JRL (JWT Revocation List)

This token is long-lived as well and contains the list of banned values for specific claims. It is pushed to the Devolutions Gateway which will persist it on the file system, and should also be stored at the provisioner level (e.g.: DVLS) so it can be pushed again in case of failure, pushed later to a newly configured gateway and revocation list freshness can be checked / diagnosed using the GET /jet/jrl route.

Claims

{
 // Token's unique ID
 "jti": string (UUID),
 // JWT "Issued At" claim.
 // Revocation list is saved only for the more recent token.
 "iat": integer (i64),
 // The JWT revocation list as a claim-values map
 "jrl": {
  "<claim name>": [<claim_value>, …],
  …
 },
}

While nbf and exp claims are optional, iat (Issued At) is absolutely required. Devolutions Gateway accepts a JRL token only and only if it is newer than the current one.
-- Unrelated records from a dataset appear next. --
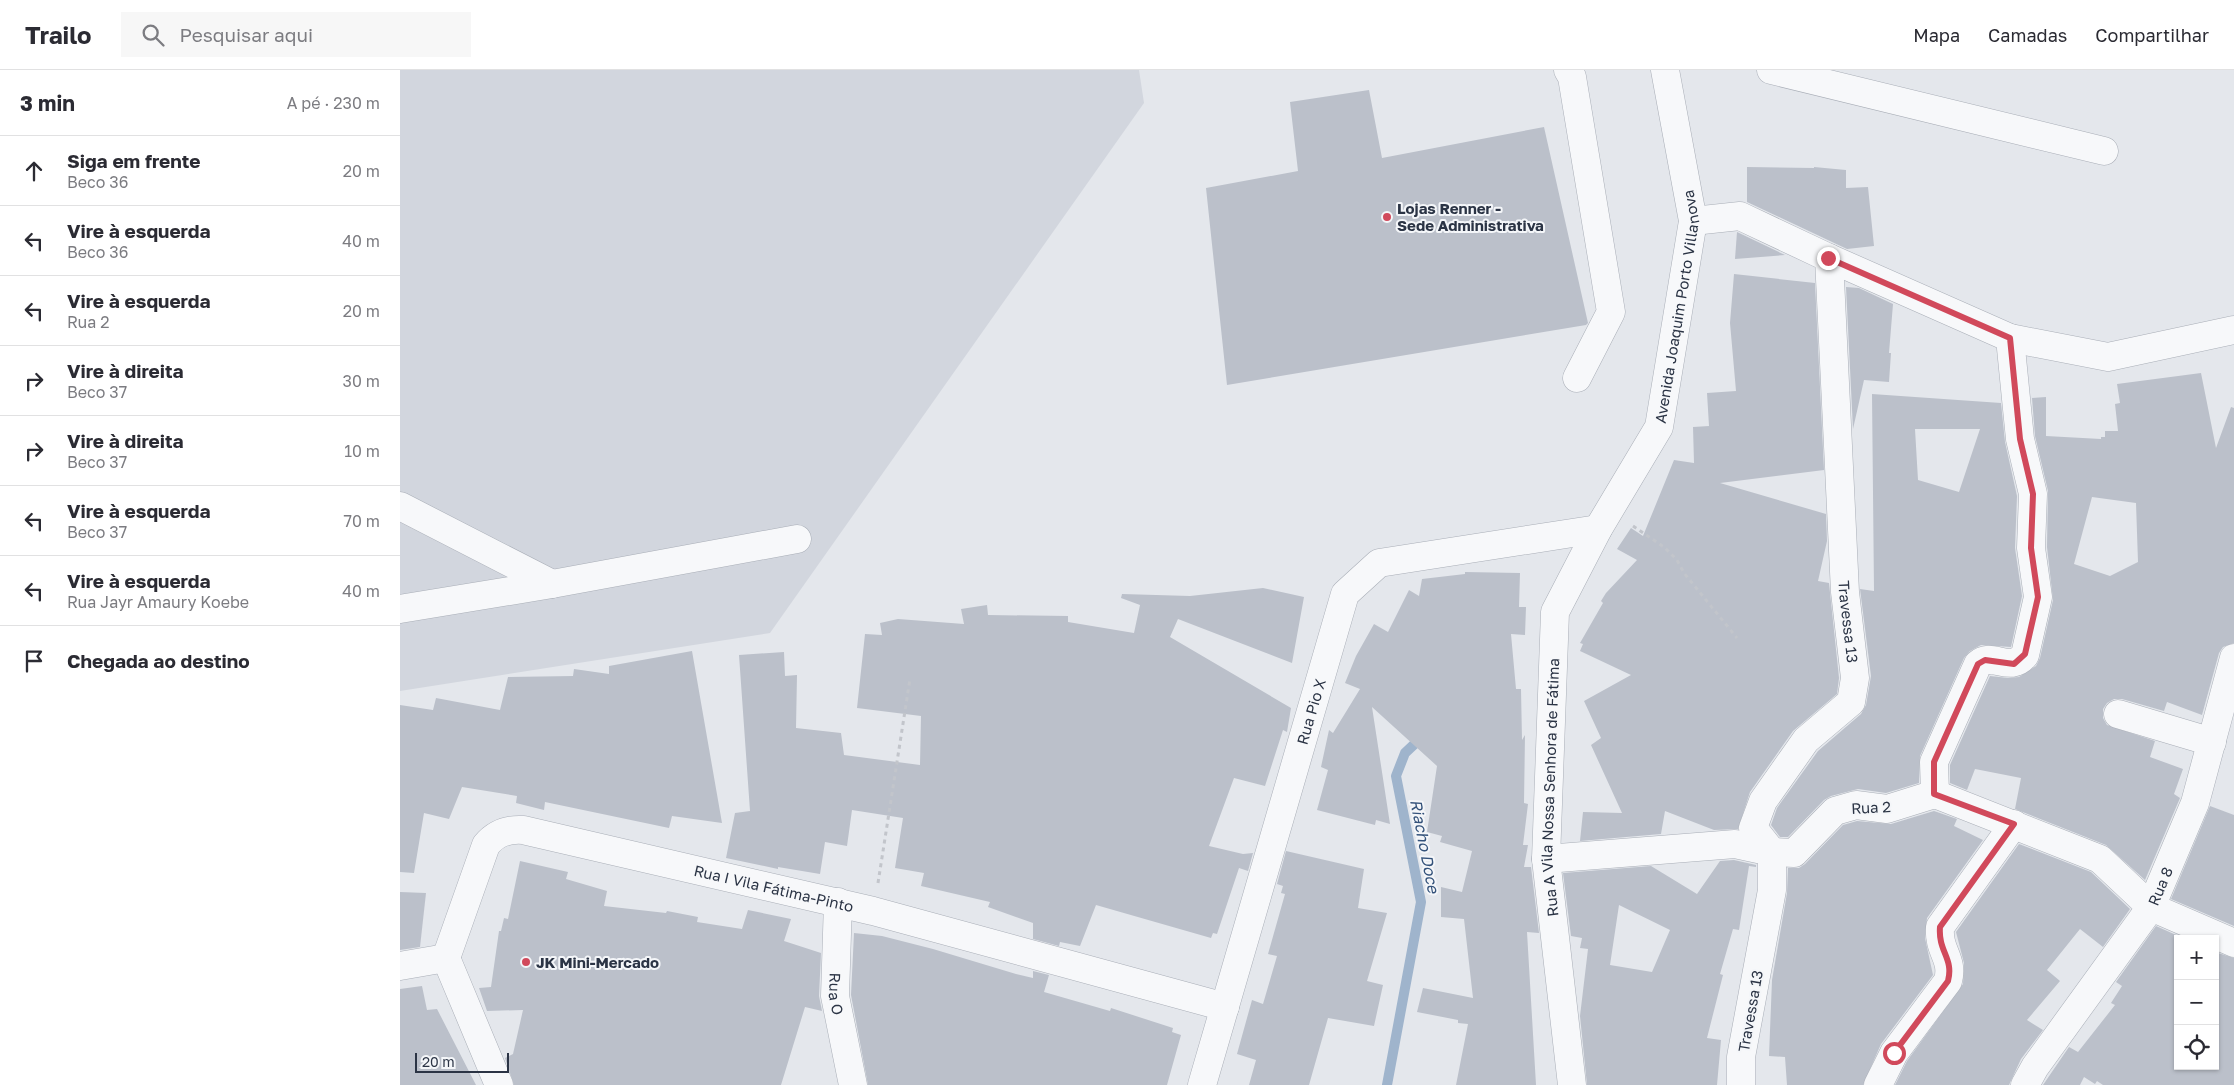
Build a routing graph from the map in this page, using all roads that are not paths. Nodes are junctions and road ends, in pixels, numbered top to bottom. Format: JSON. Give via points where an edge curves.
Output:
{"nodes":[{"id":1,"x":1568,"y":70,"type":"edge"},
{"id":2,"x":1665,"y":70,"type":"edge"},
{"id":3,"x":1771,"y":70,"type":"edge"},
{"id":4,"x":2104,"y":150,"type":"dead end"},
{"id":5,"x":1694,"y":221,"type":"junction"},
{"id":6,"x":1828,"y":258,"type":"junction"},
{"id":7,"x":2234,"y":330,"type":"edge"},
{"id":8,"x":2010,"y":338,"type":"junction"},
{"id":9,"x":1577,"y":378,"type":"dead end"},
{"id":10,"x":400,"y":506,"type":"edge"},
{"id":11,"x":1598,"y":529,"type":"junction"},
{"id":12,"x":797,"y":539,"type":"dead end"},
{"id":13,"x":552,"y":584,"type":"junction"},
{"id":14,"x":400,"y":609,"type":"edge"},
{"id":15,"x":2234,"y":658,"type":"edge"},
{"id":16,"x":2118,"y":714,"type":"dead end"},
{"id":17,"x":2212,"y":742,"type":"junction"},
{"id":18,"x":1934,"y":794,"type":"junction"},
{"id":19,"x":2014,"y":824,"type":"junction"},
{"id":20,"x":1772,"y":852,"type":"junction"},
{"id":21,"x":1546,"y":859,"type":"junction"},
{"id":22,"x":838,"y":902,"type":"junction"},
{"id":23,"x":2151,"y":907,"type":"junction"},
{"id":24,"x":2234,"y":943,"type":"edge"},
{"id":25,"x":446,"y":958,"type":"junction"},
{"id":26,"x":400,"y":966,"type":"edge"},
{"id":27,"x":1225,"y":1007,"type":"junction"},
{"id":28,"x":499,"y":1085,"type":"edge"},
{"id":29,"x":853,"y":1085,"type":"edge"},
{"id":30,"x":1202,"y":1085,"type":"edge"},
{"id":31,"x":1572,"y":1085,"type":"edge"},
{"id":32,"x":1741,"y":1085,"type":"edge"},
{"id":33,"x":1878,"y":1085,"type":"edge"},
{"id":34,"x":2025,"y":1085,"type":"edge"}],
"edges":[{"from":1,"to":9,"type":"street","via":[[1572,77],[1611,312]]},
{"from":2,"to":5,"type":"street","name":"Avenida Joaquim Porto Villanova"},
{"from":3,"to":4,"type":"street"},
{"from":5,"to":6,"type":"street","via":[[1740,216]]},
{"from":5,"to":11,"type":"street","name":"Avenida Joaquim Porto Villanova","via":[[1659,427]]},
{"from":6,"to":8,"type":"street"},
{"from":6,"to":20,"type":"street","name":"Travessa 13","via":[[1845,592],[1856,678],[1851,702],[1806,740],[1763,801],[1753,828]]},
{"from":7,"to":8,"type":"street","via":[[2108,357]]},
{"from":8,"to":18,"type":"street","via":[[2020,439],[2033,494],[2031,548],[2038,597],[2021,660],[2014,664],[1985,660],[1978,664],[1934,762]]},
{"from":10,"to":13,"type":"street"},
{"from":11,"to":21,"type":"street","name":"Rua A Vila Nossa Senhora de Fátima","via":[[1555,612]]},
{"from":11,"to":27,"type":"street","name":"Rua Pio X","via":[[1378,563],[1345,594]]},
{"from":12,"to":13,"type":"street"},
{"from":13,"to":14,"type":"street"},
{"from":15,"to":17,"type":"street","name":"Rua 8"},
{"from":16,"to":17,"type":"street"},
{"from":17,"to":23,"type":"street","name":"Rua 8","via":[[2195,803]]},
{"from":18,"to":19,"type":"street"},
{"from":18,"to":20,"type":"street","name":"Rua 2","via":[[1887,808],[1856,806],[1835,811],[1794,854]]},
{"from":19,"to":23,"type":"street","via":[[2100,859]]},
{"from":19,"to":33,"type":"street","via":[[1940,927],[1939,941],[1951,968],[1948,981],[1894,1053]]},
{"from":20,"to":21,"type":"street","name":"Rua 2","via":[[1735,844]]},
{"from":20,"to":32,"type":"street","name":"Travessa 13","via":[[1772,890],[1741,1057]]},
{"from":21,"to":31,"type":"street","name":"Rua A Vila Nossa Senhora de Fátima"},
{"from":22,"to":25,"type":"street","name":"Rua I Vila Fátima-Pinto","via":[[512,829],[493,836],[486,845]]},
{"from":22,"to":27,"type":"street","name":"Rua I Vila Fátima-Pinto"},
{"from":22,"to":29,"type":"street","name":"Rua O","via":[[835,996]]},
{"from":23,"to":24,"type":"street"},
{"from":23,"to":34,"type":"street","name":"Rua 8"},
{"from":25,"to":26,"type":"street"},
{"from":25,"to":28,"type":"street"},
{"from":27,"to":30,"type":"street","name":"Rua Pio X"}]}
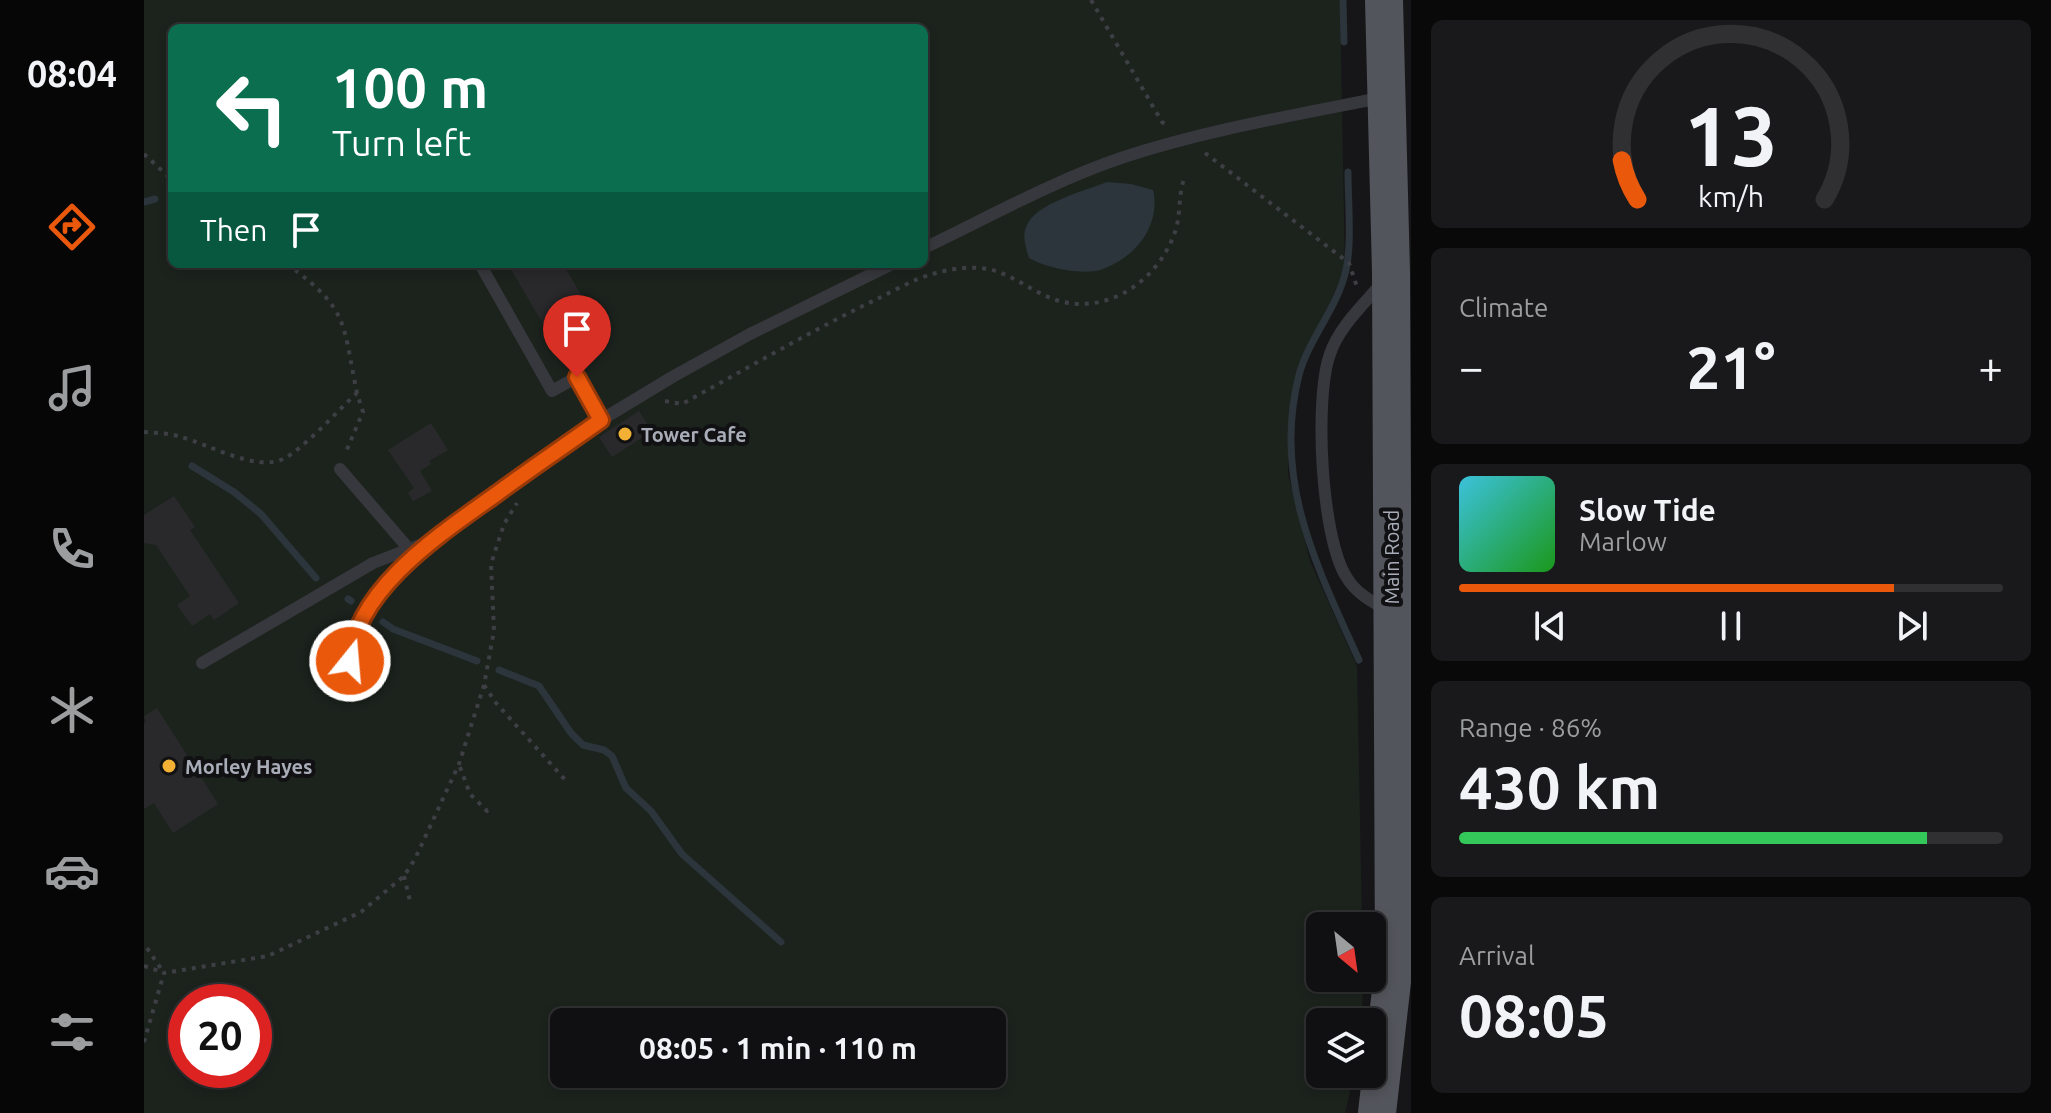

If exp claim is present, it should be reasonably far in the future. Indeed, this token might be pushed again after its initial creation. In general, exp should not be included to prevent a few headaches at the provisioner level: when pushing the revocation list again, it's okay to generate a fresh token using the very same list if the latest one is expired, but this will require to push the newly created token to all existing gateways as well (so that all Gateways' revocation list is considered "fresh"). This is not expected to be fun when a lot of gatewaysᵀᴹ are configured.

Sample

eyJhbGciOiJSUzI1NiIsInR5cCI6IkpXVCIsImN0eSI6IkpSTCJ9.eyJpYXQiOjE2NDkxMDk0NzEsImp
ybCI6eyJqdGkiOlsiZDk2ZjE3YmEtNjBmMi00MzM0LWI1ZmYtNzdjNGE3NTEyNzViIiwiZTM0OWZhYWI
tNzI3OS00NTc5LWIzMmYtOWUzYzJmZWMyN2M1Il19LCJqdGkiOiIxNjdjZmZkMS1lNDQ0LTQxMTItYmF
mYS1hNjRhZjFkYjJmN2QifQ.FO7M2JxmFOsVo5YJutR-
XQXEpYl2BEc0W1gn6Z3D9PRLgeAcQNDCsOnAqMVFdzRTWriZodU480DSdtYTeCFF4_h8hfAjDn274SmI
fuODAVgyMI3MZQKN6R3YmhlugVhrhRWK-
p4m2ERc_LlCjEMnRCWhOGYqhAJ3hY7MIaxcUr_GmRmEoThE--ySWPDCc1diCgBJ5q-
x1bKaT56mw_UGmVxEruUPZ3XrWgfEbwBZT6E6_oqCDx7jmdVFwN9575PgGhd8jzvU034Uv6yyLbMuX8j
d-PskbbeKTTORA-_oUPLplfMzvbS9PdzRtIf3ROqN6__AzQAGh3EP4Crg9PK5mg

{
 "alg": "RS256",
 "typ": "JWT",
 "cty": "JRL"
}
​.
{
 "iat": 1649109471,
 "jrl": {
  "jti": [
   "d96f17ba-60f2-4334-b5ff-77c4a751275b",
   "e349faab-7279-4579-b32f-9e3c2fec27c5"
  ]
 },
 "jti": "167cffd1-e444-4112-bafa-a64af1db2f7d"
}
.
<signature>

Command

See tokengen.

Manual injection with curl

curl -X POST -H "Authorization: Bearer <JRL TOKEN>" "<GATEWAY URL>/jet/jrl"

Endpoints

About scopes

In order to be used, some endpoints require a scope token restricted to a specific scope (those are specified along the relevant endpoint description). However, it's possible de generate a "wildcard" scope token by using the wildcard scope *.

i.e.:

{
 "scope": "*",
 …
}

OpenAPI

Endpoints are documented using OpenAPI specification.